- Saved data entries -
· · · · ·

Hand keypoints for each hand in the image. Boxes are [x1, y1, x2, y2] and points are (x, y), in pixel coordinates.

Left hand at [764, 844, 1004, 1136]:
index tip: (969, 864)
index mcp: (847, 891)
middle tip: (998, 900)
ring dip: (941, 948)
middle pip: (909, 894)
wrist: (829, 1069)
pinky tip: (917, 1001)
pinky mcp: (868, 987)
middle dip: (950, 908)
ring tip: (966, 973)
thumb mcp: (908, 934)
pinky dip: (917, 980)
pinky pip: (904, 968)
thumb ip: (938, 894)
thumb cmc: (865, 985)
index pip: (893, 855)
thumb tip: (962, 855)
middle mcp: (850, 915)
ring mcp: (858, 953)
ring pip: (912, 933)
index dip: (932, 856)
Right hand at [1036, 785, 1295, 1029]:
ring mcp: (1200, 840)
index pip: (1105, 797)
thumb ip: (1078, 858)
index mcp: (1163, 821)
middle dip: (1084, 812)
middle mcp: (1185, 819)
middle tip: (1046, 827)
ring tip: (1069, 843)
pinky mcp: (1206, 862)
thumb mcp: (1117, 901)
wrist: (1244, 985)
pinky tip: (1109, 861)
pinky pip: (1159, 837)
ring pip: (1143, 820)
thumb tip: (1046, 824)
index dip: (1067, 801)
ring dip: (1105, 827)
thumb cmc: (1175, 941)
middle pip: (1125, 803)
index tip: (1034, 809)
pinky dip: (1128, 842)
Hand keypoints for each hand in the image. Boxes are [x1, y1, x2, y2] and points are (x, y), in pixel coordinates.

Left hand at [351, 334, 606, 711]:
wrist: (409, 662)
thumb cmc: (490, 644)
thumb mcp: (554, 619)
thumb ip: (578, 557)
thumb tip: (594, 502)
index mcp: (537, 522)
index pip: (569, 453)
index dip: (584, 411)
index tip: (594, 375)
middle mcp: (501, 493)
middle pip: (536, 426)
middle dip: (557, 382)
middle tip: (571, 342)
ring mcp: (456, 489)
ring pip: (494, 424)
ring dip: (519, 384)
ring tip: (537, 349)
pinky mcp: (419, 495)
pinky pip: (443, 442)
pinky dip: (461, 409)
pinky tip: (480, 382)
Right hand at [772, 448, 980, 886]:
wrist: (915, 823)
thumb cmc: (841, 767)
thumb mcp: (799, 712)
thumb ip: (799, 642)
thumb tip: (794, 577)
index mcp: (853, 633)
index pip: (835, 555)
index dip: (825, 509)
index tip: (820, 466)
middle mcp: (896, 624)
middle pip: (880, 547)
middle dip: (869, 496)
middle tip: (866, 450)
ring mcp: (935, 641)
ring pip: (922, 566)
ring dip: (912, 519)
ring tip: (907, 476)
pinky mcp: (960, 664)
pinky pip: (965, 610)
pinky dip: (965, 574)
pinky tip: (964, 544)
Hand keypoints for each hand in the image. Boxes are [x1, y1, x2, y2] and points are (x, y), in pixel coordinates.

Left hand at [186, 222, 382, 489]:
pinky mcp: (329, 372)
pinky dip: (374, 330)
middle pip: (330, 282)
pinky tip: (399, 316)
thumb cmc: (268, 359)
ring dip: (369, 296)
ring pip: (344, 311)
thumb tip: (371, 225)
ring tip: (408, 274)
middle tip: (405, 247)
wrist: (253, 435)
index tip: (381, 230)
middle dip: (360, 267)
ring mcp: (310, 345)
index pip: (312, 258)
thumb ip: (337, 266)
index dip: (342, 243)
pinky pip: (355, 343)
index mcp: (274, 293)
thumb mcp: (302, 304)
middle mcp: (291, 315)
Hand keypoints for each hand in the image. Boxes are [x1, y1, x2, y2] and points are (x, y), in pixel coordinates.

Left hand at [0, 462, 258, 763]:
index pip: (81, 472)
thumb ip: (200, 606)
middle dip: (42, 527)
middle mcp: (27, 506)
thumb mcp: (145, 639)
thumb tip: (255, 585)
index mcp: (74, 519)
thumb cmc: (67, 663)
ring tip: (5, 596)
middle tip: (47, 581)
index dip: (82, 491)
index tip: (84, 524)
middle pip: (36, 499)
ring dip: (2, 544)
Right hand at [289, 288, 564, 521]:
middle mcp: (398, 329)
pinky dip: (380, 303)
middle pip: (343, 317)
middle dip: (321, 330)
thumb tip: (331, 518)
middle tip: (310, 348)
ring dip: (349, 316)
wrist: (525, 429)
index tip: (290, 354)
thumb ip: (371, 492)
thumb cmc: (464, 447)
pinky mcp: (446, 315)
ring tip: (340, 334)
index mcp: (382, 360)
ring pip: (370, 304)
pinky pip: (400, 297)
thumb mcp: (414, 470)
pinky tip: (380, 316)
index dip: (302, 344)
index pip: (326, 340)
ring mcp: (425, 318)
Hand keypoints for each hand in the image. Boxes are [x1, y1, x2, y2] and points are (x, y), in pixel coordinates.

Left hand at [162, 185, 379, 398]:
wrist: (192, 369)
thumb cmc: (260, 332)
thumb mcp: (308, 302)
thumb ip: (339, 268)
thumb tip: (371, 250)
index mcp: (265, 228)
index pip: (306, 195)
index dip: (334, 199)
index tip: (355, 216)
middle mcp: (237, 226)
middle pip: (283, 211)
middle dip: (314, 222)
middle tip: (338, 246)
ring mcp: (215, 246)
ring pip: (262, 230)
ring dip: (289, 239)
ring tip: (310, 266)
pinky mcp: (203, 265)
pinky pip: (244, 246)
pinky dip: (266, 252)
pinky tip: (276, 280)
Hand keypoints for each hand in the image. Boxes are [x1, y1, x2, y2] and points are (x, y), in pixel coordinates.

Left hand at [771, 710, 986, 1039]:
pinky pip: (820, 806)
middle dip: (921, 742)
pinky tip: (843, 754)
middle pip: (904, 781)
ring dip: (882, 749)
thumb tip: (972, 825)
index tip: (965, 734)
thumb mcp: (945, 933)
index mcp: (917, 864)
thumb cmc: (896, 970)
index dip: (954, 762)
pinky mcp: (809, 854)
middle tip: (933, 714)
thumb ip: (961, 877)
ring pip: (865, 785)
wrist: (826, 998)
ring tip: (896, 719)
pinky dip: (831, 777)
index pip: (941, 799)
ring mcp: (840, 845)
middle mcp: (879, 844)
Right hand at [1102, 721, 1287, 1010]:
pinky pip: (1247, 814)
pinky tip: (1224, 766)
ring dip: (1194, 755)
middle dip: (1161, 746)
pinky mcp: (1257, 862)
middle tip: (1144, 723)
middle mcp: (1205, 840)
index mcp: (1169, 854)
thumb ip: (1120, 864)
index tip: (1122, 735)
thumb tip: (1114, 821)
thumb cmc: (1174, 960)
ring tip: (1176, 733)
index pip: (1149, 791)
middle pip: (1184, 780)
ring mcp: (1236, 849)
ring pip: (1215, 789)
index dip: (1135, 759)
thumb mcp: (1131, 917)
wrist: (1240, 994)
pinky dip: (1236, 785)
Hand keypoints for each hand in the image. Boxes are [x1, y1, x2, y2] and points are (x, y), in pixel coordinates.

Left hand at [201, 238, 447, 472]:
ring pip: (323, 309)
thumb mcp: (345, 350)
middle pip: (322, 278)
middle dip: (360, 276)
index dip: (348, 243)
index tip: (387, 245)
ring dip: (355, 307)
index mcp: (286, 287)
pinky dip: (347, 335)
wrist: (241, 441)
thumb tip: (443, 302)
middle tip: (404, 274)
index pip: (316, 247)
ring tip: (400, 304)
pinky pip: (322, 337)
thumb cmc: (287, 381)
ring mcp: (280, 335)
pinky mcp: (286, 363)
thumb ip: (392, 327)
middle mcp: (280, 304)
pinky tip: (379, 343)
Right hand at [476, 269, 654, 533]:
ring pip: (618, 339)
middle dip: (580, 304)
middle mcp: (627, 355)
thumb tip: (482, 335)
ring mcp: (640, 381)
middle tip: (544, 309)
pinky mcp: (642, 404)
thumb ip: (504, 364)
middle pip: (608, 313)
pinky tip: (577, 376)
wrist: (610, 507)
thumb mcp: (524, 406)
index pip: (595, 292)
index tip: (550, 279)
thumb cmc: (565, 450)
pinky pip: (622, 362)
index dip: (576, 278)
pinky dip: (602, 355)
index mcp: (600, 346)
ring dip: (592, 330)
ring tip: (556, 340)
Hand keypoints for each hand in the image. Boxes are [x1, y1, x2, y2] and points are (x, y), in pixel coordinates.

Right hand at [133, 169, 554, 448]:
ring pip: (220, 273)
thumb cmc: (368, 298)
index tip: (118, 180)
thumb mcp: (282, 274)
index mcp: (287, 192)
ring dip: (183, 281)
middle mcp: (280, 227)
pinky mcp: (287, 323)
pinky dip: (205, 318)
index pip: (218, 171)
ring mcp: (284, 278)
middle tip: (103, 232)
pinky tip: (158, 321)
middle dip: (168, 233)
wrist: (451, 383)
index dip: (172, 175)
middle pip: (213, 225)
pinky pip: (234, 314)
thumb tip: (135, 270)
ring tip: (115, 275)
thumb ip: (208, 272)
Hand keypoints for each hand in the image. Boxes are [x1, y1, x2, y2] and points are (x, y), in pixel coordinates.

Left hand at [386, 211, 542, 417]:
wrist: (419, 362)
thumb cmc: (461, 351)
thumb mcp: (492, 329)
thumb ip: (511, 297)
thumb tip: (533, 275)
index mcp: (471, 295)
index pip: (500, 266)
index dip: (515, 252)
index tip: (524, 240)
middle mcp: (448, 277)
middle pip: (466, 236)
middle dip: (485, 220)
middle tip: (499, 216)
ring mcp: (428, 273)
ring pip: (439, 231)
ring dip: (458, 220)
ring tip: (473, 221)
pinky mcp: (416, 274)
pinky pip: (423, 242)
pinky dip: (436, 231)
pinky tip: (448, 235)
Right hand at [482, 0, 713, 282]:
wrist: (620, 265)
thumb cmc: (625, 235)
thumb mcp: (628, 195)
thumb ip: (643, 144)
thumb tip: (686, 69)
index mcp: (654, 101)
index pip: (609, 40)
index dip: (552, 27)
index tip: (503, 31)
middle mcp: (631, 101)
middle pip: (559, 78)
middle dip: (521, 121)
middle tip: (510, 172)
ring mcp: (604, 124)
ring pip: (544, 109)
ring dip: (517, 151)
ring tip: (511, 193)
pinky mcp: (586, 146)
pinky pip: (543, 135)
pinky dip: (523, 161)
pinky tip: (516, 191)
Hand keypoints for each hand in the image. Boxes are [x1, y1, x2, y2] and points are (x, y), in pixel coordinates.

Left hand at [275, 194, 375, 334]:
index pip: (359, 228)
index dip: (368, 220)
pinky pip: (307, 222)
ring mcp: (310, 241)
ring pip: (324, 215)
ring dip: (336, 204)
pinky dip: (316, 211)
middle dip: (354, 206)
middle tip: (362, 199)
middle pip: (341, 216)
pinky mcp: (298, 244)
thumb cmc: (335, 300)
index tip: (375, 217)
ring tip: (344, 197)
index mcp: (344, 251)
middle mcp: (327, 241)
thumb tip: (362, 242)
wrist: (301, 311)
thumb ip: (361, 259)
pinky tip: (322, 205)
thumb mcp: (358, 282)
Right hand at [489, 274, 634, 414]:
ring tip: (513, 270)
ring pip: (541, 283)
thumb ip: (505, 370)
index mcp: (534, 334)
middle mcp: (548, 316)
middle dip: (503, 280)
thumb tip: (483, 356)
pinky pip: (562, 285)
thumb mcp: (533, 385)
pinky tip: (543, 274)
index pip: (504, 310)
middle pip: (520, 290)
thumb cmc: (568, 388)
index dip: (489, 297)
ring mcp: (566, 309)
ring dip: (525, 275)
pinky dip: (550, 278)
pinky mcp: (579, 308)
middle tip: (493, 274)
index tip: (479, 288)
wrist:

· · · · ·

- Exercise -
Repeat exactly, please, each line from the beginning of the data through the line with "middle pip: (909, 894)" in it, and only those lines.

- Answer to this problem -
Hand keypoints for each hand in the image. Boxes are [x1, y1, x2, y2] and points are (x, y), in pixel coordinates.

Left hand at [764, 844, 1004, 1136]:
index tip: (969, 864)
index mcp: (847, 891)
middle tip: (998, 900)
ring dip: (941, 948)
middle pip: (909, 894)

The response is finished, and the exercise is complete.